Os novos megatúneis da Europa
Os pontos de partida e de chegada dos principais projetos de túneis da Europa

Nota: As linhas não representam os percursos exatos dos túneis. Fonte: Reportagem da CNN Gráfico: Way Mullery, CNN
Nota: As linhas não representam os percursos exatos dos túneis. Fonte: Reportagem da CNN; Gráfico: Way Mullery, CNN

As linhas de acesso totalmente reconstruídas e eletrificadas, com uma velocidade máxima de 200 km/h em ambos os lados, transformarão as viagens entre a Alemanha e a Dinamarca e abrirão novas possibilidades para as viagens ferroviárias subsequentes para a Suécia, através da espetacular Ponte de Øresund, inaugurada em 2000.

Nem tudo são boas notícias

A espetacular Ponte do Øresund ligou a Suécia à Dinamarca em 2000 (Johan Nilsson/TT News Agency/AFP/Getty Images)
A espetacular Ponte do Øresund ligou a Suécia à Dinamarca em 2000 (Johan Nilsson/TT News Agency/AFP/Getty Images)

Embora o futuro pareça promissor para quem pretende viajar pela Europa em comboios de alta velocidade, também parece dispendioso. As viagens internacionais de comboio no continente são muitas vezes consideravelmente mais caras do que voar com uma companhia aérea low cost.

“O betão e o aço por si só não proporcionarão melhores viagens”, afirma Nick Brooks, da ALLRAIL. “Para que qualquer nova infraestrutura tenha o maior retorno do investimento, a UE necessita de uma concorrência genuína nos carris de alta velocidade, com venda imparcial de bilhetes em plataformas dominantes, garantia de acesso a longo prazo, tarifas justas de acesso aos carris e igualdade de acesso a material circulante e financiamento, para que vários operadores — tanto independentes como as empresas estatais já estabelecidas — possam utilizar plenamente a nova capacidade.

“Se as condições acima referidas forem cumpridas, estes projectos proporcionarão viagens mais rápidas, mais comboios, tarifas mais baixas e melhores ligações transfronteiriças.
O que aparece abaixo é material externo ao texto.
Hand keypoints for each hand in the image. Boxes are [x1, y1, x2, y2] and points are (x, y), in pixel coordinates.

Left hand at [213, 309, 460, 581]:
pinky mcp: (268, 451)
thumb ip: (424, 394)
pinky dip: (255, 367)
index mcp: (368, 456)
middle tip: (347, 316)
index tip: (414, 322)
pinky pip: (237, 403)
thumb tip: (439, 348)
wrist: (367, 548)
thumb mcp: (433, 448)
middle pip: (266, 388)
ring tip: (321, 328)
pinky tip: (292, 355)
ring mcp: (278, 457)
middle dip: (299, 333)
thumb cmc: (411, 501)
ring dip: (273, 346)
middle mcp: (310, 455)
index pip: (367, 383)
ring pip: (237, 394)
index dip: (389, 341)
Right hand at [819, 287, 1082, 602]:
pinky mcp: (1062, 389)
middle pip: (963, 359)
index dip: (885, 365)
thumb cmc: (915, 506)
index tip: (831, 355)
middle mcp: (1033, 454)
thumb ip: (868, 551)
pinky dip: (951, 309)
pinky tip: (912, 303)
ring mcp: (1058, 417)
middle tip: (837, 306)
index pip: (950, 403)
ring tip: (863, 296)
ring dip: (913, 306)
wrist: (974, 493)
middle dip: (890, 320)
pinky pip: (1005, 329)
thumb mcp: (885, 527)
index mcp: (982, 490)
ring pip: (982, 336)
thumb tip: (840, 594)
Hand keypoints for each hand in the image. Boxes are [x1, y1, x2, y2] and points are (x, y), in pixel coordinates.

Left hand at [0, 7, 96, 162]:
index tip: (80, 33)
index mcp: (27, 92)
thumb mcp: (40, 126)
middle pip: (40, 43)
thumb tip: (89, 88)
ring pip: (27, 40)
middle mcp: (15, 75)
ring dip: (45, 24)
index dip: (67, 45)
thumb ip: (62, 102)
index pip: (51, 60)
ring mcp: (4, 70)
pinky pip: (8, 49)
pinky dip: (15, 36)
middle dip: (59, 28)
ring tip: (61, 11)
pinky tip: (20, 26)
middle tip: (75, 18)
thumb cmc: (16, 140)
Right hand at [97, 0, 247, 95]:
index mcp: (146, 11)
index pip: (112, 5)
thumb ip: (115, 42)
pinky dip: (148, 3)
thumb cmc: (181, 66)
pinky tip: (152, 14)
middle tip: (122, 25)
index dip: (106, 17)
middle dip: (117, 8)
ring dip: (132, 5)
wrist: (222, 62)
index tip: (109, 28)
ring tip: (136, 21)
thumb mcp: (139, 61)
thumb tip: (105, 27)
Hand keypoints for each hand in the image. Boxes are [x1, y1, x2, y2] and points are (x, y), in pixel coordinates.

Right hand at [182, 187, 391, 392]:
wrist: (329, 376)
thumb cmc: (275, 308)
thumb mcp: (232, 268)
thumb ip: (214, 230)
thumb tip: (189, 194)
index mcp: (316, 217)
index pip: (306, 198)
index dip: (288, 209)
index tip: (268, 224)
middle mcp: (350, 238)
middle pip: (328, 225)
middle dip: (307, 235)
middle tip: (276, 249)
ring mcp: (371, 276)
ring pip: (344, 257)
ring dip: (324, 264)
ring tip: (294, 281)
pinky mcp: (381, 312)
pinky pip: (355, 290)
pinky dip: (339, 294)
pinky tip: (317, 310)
Sem elas, existe um risco real de que os megaprojetos permaneçam subutilizados em vez de transformadores”.

O próximo passo para a UE é criar uma rede ferroviária de alta velocidade pan-europeia de 56.325 quilómetros, ligando todas as suas capitais e principais cidades até 2050. De acordo com a Comunidade das Ferrovias Europeias, isto significaria pelo menos triplicar a actual rede ferroviária de alta velocidade europeia, a um custo estimado superior a 600 mil milhões de euros — embora gerasse benefícios líquidos positivos para a sociedade na ordem dos 850 mil milhões de euros em 20 anos.

Para alcançar este objetivo serão necessários investimentos maciços, vontade política e cooperação internacional.

Mas talvez o maior desafio de tudo seja que dependerá de caminhos-de-ferro mais rápidos, seguros e diretos, capazes de ultrapassar os obstáculos naturais que dividem as comunidades há milénios.